● **Records for processing**
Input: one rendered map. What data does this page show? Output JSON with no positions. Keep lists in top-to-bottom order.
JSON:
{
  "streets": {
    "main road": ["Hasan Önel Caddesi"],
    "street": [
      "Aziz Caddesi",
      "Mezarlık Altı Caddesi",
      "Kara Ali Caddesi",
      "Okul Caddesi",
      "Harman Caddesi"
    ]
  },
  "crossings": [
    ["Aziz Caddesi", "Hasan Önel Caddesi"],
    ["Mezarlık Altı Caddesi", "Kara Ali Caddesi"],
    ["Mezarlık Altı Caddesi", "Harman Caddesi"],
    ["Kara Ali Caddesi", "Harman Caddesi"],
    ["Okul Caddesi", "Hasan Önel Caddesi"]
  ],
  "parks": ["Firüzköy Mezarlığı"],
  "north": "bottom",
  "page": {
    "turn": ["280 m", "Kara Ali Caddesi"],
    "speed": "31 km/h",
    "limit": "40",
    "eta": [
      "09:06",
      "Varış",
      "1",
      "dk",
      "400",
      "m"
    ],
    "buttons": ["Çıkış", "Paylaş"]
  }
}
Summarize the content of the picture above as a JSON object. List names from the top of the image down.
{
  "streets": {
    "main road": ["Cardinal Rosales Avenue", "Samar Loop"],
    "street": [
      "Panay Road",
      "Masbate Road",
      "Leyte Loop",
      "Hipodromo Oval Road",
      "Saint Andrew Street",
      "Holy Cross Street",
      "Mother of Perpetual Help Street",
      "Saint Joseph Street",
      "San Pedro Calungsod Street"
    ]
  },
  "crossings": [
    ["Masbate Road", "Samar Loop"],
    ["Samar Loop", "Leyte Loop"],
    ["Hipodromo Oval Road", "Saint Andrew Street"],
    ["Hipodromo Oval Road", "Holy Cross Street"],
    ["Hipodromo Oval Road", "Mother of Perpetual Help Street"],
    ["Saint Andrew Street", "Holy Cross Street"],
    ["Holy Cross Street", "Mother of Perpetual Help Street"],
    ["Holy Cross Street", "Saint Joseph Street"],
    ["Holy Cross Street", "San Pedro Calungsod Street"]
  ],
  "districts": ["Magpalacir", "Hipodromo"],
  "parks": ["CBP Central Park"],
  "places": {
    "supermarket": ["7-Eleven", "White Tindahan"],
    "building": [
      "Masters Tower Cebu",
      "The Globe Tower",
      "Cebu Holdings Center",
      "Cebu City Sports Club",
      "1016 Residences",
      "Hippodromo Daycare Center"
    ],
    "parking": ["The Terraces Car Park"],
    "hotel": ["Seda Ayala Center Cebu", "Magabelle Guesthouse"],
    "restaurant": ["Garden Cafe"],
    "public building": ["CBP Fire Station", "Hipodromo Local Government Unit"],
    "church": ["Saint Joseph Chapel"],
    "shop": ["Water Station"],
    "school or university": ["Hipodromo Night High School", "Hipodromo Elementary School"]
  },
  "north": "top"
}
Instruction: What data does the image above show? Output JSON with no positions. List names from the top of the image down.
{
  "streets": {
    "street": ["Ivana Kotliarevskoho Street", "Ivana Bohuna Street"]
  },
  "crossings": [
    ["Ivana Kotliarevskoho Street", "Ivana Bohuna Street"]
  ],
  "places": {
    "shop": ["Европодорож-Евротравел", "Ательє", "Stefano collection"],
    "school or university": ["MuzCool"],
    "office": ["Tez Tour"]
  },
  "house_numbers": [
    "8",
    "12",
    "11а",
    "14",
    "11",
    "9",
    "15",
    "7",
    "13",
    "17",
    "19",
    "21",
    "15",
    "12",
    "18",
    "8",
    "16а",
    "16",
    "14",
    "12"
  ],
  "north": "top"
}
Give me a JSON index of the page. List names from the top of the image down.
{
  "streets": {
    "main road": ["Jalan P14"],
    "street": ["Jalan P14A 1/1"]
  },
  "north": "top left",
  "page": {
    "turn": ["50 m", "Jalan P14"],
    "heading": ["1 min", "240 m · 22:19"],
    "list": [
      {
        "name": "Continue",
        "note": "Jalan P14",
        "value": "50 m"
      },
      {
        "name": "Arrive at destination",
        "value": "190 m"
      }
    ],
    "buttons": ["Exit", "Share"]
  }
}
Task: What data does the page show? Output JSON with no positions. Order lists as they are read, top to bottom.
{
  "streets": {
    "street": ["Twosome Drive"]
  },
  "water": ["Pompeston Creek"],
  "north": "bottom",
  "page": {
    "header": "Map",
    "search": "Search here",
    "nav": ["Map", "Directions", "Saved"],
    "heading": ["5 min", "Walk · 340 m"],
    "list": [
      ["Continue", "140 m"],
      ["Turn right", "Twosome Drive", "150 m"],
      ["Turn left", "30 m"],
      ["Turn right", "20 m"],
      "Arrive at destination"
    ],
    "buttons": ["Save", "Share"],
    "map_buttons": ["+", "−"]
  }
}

● **What is needed**
Could you show every line of the material that includes the string "Ivana"?

● **Response to the exercise**
    "street": ["Ivana Kotliarevskoho Street", "Ivana Bohuna Street"]
    ["Ivana Kotliarevskoho Street", "Ivana Bohuna Street"]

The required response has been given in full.